What you have to do: Filter the listing below, copying every line in which the word "Prolongación" appears.

▬▬▬▬▬▬▬▬▬▬

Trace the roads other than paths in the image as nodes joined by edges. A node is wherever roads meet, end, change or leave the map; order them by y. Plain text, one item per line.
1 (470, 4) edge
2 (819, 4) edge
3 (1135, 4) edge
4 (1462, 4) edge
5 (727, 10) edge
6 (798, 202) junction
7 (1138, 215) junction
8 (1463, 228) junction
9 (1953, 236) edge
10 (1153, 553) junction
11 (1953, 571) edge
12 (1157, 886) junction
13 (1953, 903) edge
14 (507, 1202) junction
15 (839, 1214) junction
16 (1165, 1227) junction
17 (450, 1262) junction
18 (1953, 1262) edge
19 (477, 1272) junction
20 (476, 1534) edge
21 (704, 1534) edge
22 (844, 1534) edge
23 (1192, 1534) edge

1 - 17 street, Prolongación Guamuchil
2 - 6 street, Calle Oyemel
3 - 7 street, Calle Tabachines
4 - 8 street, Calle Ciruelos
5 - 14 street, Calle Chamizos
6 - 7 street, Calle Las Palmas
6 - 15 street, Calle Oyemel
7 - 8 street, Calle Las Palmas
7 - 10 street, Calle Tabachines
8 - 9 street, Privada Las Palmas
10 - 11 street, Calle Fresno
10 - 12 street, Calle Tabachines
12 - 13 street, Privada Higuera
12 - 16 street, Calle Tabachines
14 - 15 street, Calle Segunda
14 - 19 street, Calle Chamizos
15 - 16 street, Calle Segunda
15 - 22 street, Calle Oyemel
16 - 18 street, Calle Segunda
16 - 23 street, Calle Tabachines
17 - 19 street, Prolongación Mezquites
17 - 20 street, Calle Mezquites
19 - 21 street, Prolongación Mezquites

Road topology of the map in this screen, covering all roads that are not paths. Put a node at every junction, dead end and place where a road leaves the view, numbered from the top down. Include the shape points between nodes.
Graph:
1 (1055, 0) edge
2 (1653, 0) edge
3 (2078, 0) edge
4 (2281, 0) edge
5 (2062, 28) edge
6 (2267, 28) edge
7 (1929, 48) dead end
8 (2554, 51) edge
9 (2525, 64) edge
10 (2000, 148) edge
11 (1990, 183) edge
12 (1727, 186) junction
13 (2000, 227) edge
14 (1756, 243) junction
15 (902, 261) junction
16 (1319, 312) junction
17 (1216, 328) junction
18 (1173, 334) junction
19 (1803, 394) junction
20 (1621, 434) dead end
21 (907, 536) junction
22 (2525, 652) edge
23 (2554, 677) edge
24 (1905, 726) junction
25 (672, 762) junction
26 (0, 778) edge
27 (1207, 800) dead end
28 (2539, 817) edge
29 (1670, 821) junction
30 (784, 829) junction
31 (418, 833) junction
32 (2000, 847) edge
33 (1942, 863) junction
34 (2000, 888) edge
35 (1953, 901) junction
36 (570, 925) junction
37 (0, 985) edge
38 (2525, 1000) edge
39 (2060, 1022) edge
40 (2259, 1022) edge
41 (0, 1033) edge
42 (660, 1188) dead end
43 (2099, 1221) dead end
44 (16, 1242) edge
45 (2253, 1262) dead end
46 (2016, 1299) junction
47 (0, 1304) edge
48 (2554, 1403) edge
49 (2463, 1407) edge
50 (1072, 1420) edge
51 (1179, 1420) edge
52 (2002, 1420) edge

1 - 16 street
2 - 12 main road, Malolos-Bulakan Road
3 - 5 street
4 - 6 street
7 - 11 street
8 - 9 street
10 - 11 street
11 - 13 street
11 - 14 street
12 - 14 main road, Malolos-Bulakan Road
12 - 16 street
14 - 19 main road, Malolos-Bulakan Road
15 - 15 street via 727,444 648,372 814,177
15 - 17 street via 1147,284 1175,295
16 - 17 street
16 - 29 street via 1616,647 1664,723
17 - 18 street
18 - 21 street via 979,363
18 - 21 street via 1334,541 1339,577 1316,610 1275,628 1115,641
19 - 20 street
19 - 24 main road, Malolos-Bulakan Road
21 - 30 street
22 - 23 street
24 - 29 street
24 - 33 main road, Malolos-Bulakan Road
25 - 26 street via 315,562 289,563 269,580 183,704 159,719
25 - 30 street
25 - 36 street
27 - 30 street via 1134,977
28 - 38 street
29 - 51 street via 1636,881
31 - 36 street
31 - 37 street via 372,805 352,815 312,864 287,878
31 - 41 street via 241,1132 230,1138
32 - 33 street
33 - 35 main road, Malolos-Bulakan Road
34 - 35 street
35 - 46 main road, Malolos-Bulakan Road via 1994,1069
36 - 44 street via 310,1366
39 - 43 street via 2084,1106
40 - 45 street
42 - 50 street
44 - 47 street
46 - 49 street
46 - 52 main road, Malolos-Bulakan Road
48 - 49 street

▬▬▬▬▬▬▬▬▬▬

Answer area:
1 - 17 street, Prolongación Guamuchil
17 - 19 street, Prolongación Mezquites
19 - 21 street, Prolongación Mezquites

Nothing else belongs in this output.